Luckily for Braun-Duin, he had been setting up for exactly that. He tapped out to cast Gruesome Slaughter, and the slaughter was plenty gruesome as Braun-Duin's team took out all three of Majors' creatures. That was more than enough to clear the way, and he took the game in the next attack.
Brian Braun-Duin has been on quite the hot streak recently, cashing in five of his last seven Grand Prix. With a win in Round 12, he would be well on his way to doing so again.
As they sideboarded for the second game, both players settled in for a long one, as the mixture of defensive spells and removal spells in blue and black typically led to. The game didn't disappoint, and both players traded early creatures before trying to get ahead on cards. It was Braun-Duin who led first, awakening Coastal Discovery to create a creature and draw cards. Majors was happy to answer back with his own, though he fell to 7 life on the attack.

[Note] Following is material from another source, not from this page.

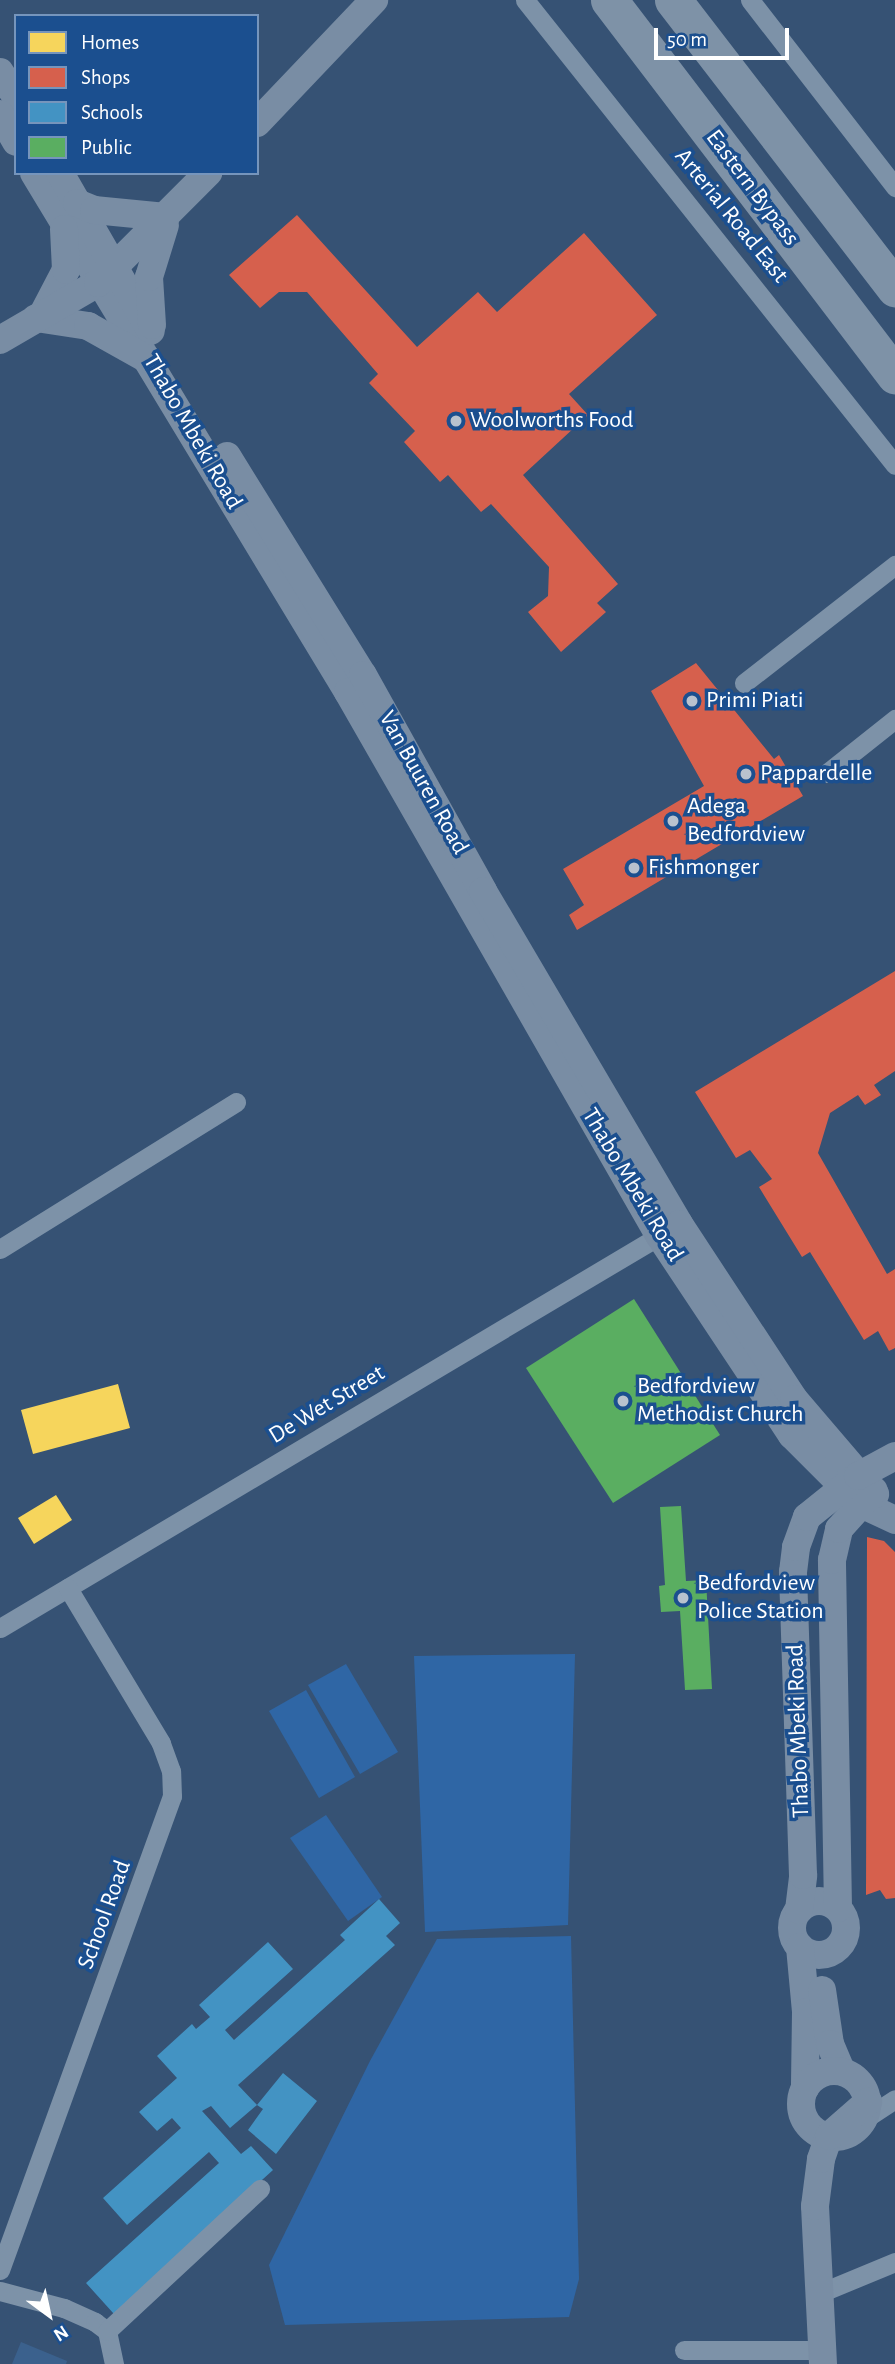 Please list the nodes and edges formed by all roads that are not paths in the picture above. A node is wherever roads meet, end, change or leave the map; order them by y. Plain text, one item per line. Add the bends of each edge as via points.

That set Majors back on the defense, and Braun-Duin tried to break those defenses on the next turn, tapping out for an awakened Mire's Malice. If it resolved, it threatened to turn his land into an 8/8 in a reasonable impression of The Abyss. With the game on the line, Majors had the best possible answer in Spell Shrivel to turn it into a wasted turn. With the pressure momentarily off, Majors began to add to his own board with Eldrazi Skyspawner, which along with an Ulamog's Nullifier had the potential to end the game in a hurry.
With his attempt at a game-ending play having failed, Braun-Duin was forced to set up for the future, casting a much-needed Benthic Infiltrator that he needed to turn on the Processor Assault and Mind Raker in his hand.
The Infiltrator got in for two damage before Majors found a conditional answer in Hagra Sharpshooter. While that stopped any future threat from the Infiltrator, it wasn't soon enough to stop the Mind Raker from forcing the final card from Majors' hand, a Sheer Drop that could have ended the game in its own right. With the powerful spell gone, the Noyan Dar that Majors had cast the previous turn suddenly looked less impressive, though Braun-Duin chose to not take any chances and burn the Processor Assault on it.
That left the board in an odd stalemate. Both players had the ground clogged up, but Majors still had the advantage in the air, which he used to even life totals at 6 apiece. Without much time to find an answer, Braun-Duin again needed help from his deck. And again it rewarded him, this time with a 9/5 Vile Aggregate. Doing the tricky combat math, Majors realized he could no longer attack, and was forced to pass the turn with his team back on defense and hope that Braun-Duin couldn't end it.
But nothing escaped the hopeful Grand Prix Master's attention, and Braun-Duin turned his entire team sideways, if a little sheepishly.
“I'm going to feel silly if I messed this up,” Braun-Duin lamented as he attacked.
He needn't worry. Once Majors finished his blocks the Aggregate was able to trample over for more than enough damage, sending Braun-Duin to the victory.